_Work request_
For the data below, give the number of lines in which "dead" occurs. Include nothing besides that number.

[Collected data]
--------------------------------------------------

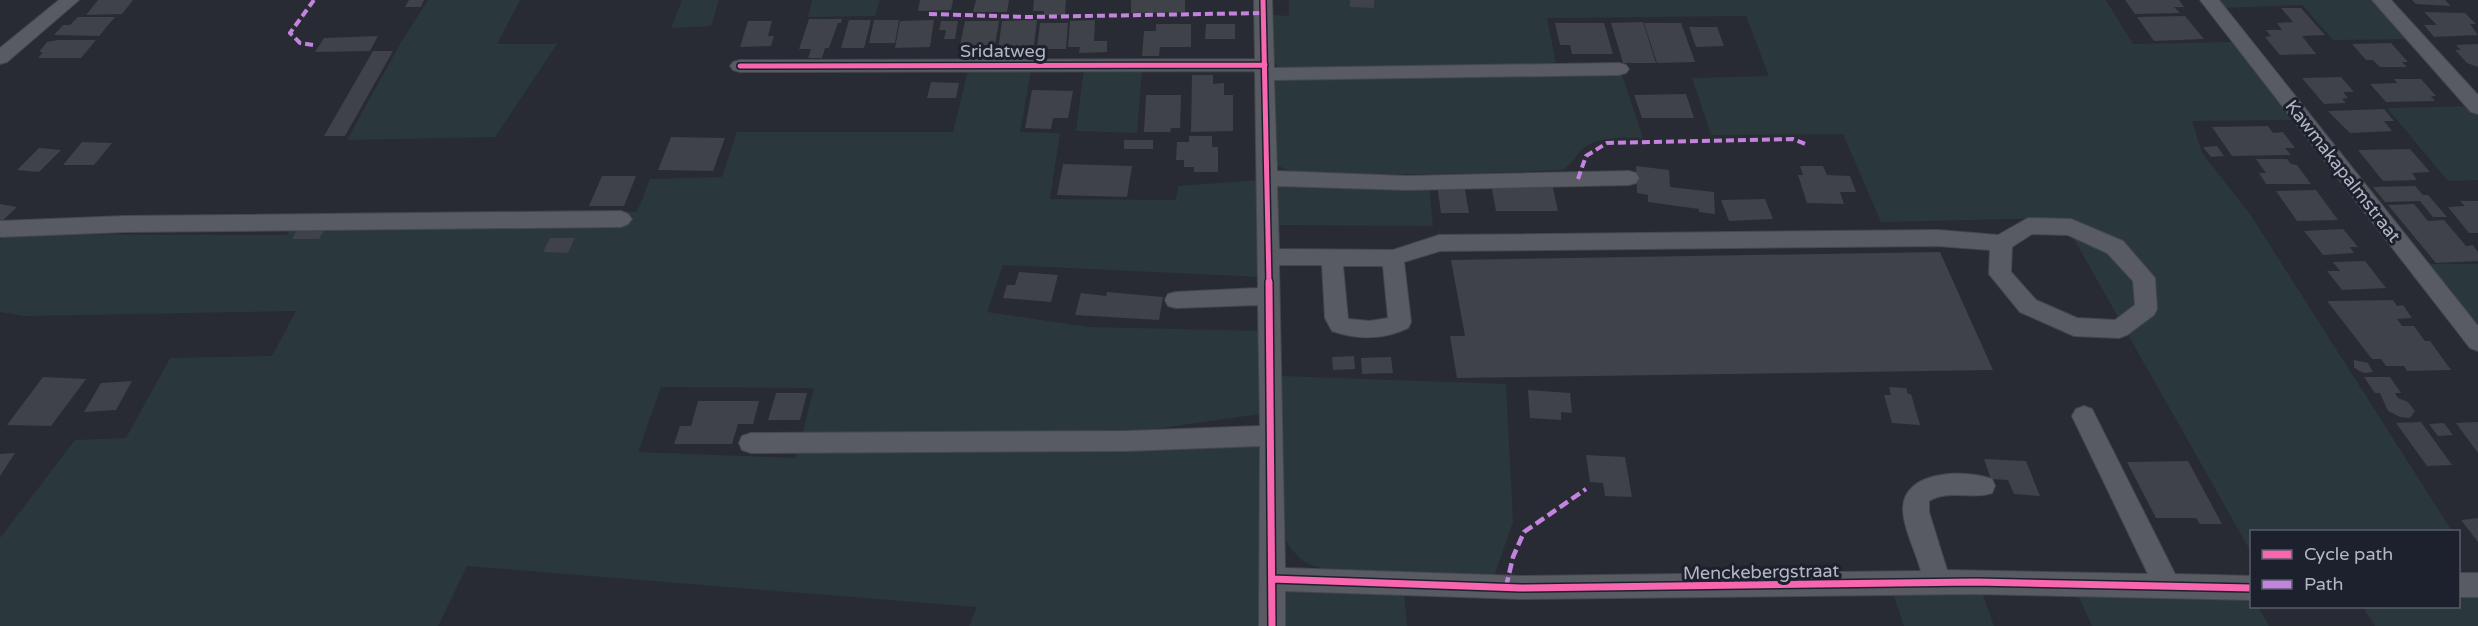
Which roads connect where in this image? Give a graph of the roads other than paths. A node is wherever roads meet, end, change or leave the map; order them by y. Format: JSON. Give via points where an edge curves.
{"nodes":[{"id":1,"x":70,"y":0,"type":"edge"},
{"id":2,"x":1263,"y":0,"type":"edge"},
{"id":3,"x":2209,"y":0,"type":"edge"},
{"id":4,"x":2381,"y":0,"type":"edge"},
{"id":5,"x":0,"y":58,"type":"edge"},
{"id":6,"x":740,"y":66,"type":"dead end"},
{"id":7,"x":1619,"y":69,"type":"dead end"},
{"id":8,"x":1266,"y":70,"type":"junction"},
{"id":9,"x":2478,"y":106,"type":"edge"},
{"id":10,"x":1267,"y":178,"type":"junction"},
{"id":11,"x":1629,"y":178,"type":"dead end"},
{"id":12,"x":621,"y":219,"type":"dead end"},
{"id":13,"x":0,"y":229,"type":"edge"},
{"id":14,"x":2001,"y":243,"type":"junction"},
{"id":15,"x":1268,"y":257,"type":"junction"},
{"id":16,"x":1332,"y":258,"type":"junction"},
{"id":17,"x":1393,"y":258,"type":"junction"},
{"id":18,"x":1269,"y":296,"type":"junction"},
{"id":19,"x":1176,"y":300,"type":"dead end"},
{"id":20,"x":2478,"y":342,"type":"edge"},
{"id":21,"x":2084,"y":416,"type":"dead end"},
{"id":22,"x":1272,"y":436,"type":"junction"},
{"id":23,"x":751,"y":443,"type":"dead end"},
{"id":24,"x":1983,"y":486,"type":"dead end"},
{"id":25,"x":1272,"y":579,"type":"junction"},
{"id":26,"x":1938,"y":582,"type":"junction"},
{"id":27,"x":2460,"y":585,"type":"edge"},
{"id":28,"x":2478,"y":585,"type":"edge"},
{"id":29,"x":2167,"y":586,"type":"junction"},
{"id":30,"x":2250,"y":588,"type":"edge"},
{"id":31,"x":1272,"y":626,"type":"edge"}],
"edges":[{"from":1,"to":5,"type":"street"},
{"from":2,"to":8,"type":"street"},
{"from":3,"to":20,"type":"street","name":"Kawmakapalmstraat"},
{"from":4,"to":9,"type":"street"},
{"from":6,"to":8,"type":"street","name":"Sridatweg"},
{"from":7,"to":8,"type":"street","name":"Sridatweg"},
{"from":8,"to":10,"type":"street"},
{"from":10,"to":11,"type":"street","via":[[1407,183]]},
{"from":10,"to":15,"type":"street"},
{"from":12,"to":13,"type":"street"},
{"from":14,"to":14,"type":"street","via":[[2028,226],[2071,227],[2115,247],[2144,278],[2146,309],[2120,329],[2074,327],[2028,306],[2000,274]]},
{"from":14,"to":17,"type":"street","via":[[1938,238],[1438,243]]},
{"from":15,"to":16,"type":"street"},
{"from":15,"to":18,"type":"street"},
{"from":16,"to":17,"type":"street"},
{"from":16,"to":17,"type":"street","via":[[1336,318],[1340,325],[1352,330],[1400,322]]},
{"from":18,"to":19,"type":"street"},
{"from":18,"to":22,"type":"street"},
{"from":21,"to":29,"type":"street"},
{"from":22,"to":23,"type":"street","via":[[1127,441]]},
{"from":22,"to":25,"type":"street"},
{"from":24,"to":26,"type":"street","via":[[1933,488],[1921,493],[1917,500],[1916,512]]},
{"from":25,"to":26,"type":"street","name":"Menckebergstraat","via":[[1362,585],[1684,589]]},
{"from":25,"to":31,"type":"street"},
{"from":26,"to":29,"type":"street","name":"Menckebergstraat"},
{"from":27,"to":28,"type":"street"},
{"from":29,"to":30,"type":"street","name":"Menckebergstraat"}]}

--------------------------------------------------

_Response to the task_
8